After the start of the post-1968 "process of normalisation", Burghauser' s name could not appear even in the newly published volumes of the Dvorak Edition, of which he was one of the editors. He could not travel abroad and all recordings by the radio of his compositions were destroyed. In spite of this, he continued working as an editor; he prepared the principles and directions for the critical edition of the works of Leos Janacek, together with Milan Solc and the Janacek editorial board in Brno; with Ludvik Kundera he prepared the volume of Janacek's piano compositions.
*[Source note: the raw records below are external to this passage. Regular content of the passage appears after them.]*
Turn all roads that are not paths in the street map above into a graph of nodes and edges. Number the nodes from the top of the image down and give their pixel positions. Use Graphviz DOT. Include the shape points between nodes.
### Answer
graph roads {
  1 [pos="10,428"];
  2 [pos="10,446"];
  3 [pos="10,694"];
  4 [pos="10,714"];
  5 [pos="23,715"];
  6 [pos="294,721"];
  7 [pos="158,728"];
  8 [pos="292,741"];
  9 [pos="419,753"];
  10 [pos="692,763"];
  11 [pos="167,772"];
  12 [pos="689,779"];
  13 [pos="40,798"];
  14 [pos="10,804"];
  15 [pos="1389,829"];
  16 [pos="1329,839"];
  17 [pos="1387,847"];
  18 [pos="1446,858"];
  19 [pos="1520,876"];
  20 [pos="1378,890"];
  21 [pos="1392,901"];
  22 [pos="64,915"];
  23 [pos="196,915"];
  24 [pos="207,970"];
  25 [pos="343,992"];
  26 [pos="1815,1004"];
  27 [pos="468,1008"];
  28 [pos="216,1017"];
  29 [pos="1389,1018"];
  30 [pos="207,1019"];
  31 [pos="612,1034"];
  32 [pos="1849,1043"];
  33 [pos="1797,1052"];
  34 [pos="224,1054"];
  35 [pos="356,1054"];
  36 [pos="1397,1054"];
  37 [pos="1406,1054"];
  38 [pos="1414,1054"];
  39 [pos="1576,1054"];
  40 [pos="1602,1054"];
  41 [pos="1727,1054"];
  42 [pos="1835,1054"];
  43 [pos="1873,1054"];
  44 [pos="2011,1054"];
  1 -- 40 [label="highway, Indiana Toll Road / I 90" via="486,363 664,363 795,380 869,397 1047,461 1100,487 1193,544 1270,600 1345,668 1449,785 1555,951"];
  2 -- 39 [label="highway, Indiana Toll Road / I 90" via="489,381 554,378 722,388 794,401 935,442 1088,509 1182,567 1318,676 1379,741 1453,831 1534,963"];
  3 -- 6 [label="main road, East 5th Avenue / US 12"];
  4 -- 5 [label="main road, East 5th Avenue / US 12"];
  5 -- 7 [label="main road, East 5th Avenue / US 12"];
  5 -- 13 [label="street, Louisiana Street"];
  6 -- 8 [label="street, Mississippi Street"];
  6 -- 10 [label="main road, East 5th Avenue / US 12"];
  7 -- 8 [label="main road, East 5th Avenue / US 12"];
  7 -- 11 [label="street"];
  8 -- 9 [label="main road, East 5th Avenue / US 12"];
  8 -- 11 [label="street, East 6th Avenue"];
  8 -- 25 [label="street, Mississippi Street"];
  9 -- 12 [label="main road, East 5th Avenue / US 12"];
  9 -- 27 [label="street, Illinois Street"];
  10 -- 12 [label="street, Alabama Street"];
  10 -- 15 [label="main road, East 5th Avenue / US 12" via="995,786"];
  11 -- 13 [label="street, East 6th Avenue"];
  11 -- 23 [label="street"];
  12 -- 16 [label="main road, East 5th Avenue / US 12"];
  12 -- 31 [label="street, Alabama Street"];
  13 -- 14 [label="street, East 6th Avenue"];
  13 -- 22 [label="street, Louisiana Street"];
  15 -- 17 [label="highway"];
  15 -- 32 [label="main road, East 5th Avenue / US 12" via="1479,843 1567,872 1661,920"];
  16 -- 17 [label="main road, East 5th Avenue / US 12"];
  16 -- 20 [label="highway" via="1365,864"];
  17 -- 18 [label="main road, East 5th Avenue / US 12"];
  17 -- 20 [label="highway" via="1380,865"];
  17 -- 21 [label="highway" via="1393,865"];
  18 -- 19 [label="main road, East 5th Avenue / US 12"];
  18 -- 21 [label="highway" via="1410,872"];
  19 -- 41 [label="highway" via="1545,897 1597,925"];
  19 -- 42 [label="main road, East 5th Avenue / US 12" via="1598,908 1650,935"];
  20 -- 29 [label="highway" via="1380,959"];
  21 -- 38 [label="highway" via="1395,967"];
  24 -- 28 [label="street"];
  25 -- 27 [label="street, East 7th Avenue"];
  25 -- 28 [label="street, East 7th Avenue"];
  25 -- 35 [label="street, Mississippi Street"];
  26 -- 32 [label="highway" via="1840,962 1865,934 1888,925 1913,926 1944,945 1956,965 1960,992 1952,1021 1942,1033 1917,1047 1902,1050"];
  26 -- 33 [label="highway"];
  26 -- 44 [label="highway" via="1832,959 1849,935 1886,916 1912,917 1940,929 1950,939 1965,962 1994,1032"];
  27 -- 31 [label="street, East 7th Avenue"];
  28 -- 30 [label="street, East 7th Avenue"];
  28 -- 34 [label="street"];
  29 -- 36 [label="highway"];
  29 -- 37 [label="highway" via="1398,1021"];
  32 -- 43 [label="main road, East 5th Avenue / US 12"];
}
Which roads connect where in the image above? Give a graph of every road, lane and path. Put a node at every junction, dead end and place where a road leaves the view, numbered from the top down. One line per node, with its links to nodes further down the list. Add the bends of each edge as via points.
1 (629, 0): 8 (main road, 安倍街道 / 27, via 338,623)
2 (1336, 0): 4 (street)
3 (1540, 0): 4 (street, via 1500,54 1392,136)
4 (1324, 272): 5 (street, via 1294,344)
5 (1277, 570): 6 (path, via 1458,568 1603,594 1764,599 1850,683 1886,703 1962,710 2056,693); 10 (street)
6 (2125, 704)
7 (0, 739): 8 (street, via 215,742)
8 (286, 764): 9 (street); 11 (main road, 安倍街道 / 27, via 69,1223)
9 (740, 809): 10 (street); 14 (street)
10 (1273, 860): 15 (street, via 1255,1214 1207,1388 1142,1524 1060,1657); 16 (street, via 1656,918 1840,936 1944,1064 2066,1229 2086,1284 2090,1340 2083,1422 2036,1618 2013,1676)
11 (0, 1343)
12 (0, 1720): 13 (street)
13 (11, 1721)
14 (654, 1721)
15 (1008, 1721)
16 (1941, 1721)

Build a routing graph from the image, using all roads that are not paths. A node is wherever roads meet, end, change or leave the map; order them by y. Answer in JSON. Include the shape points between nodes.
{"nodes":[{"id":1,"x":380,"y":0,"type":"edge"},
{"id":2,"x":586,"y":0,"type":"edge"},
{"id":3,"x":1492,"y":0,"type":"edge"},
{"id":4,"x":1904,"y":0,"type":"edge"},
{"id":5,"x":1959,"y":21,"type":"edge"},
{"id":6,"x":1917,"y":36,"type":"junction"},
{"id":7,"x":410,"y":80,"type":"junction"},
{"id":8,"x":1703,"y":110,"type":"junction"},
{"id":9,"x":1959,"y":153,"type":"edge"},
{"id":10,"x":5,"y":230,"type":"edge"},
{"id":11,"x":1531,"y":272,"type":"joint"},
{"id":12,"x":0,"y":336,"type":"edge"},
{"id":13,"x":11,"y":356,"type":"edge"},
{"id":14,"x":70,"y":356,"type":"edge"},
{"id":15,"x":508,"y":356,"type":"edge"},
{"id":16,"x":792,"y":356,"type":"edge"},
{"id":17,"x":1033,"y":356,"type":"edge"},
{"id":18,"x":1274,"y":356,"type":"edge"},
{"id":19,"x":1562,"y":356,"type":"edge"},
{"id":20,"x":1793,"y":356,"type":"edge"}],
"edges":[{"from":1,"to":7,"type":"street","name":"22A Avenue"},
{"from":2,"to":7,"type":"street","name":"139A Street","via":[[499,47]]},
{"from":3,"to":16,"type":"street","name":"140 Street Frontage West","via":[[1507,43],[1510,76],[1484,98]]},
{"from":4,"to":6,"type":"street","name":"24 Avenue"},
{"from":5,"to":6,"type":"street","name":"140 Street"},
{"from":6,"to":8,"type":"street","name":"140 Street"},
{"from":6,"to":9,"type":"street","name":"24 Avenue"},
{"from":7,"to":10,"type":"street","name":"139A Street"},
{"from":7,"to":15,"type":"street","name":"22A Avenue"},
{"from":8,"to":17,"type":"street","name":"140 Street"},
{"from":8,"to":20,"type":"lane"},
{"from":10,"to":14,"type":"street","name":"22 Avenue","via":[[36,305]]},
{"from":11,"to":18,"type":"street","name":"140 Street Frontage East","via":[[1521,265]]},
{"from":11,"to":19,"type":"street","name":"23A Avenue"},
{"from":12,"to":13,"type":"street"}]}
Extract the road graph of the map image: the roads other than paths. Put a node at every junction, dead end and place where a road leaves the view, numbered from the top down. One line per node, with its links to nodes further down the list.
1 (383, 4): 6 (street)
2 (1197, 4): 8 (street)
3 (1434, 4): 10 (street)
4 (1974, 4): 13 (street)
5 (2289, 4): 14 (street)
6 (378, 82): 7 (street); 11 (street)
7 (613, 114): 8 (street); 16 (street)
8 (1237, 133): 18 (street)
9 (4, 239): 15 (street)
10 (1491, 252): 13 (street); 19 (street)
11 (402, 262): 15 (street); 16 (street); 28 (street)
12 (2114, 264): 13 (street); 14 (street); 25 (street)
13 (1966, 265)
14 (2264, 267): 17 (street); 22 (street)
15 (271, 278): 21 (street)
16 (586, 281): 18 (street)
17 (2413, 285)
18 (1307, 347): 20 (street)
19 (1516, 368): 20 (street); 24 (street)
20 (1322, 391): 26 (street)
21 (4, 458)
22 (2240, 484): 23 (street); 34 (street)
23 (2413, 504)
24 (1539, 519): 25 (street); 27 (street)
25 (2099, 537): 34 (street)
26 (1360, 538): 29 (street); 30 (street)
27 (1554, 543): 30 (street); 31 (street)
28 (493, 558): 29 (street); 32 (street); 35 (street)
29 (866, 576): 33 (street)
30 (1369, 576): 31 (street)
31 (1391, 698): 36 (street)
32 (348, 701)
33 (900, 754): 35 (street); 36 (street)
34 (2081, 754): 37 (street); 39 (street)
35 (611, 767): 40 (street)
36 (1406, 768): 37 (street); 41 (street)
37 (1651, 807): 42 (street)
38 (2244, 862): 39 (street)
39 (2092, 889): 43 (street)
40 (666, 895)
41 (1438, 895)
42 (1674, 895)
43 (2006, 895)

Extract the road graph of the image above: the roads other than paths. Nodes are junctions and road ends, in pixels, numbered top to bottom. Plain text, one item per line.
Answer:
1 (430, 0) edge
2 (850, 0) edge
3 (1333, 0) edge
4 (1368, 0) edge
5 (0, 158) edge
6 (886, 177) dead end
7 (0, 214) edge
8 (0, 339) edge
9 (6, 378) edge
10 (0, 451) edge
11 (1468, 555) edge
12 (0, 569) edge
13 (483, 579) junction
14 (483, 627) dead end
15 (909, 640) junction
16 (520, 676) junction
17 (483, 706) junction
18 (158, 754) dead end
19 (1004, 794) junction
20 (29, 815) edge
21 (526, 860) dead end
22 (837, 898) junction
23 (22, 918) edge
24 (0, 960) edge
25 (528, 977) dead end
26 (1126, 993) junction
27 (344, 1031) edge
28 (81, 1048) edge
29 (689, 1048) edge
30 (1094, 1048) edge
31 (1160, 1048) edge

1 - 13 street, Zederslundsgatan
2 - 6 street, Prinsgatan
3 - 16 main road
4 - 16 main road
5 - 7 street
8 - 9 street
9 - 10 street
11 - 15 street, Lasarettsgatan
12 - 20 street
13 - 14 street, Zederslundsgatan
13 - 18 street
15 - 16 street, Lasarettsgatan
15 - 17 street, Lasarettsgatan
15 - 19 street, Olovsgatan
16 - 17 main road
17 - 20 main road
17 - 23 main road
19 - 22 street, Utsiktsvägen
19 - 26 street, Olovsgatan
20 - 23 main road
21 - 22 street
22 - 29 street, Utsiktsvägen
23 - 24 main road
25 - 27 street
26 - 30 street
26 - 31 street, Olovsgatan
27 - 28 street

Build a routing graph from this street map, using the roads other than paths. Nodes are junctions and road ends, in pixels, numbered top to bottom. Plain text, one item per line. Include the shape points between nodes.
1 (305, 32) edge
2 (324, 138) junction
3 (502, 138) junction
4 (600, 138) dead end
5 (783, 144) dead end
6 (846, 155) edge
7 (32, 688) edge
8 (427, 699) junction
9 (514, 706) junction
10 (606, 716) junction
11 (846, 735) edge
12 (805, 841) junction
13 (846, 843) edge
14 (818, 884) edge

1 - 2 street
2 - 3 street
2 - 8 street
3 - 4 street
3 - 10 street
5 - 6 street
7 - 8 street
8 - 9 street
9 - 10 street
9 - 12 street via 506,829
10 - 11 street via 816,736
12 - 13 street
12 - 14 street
Adopting the pseudonym Michal Hajku, he was able to create audiovisual presentations for exhibitions abroad; under this fictitious name he also composed a series of works in the style of earlier periods of music, "Storie apocrifa della musica Boema".
Burghauser s scientific interest in musical acoustics resulted in the book "Acoustic Basis of Orchestration" (1965) in cooperation with Antonin Spelda. This book appeared also in German at Regensburg in 1971. Burghauser worked for many years in the Dvorak Society and has been its Chairman since 1984. From 1978 until 1989, he was choir-master at the St. Margaret's church at Brevnov in Prague. His most lasting non-musical activity is in the Czech Boy Scout organization, Junak.
In 1990 he was elected Chairman of the Society of Composers in the Association of Musical Artists and Scientists and Chairman of the Rehabilitation Committee of musical artists. He was a member of the Committee of the Prague Spring Festival, a member of the Board of the Czech Musical Society and Vicepresident of the Dvorak Society in Great Britain.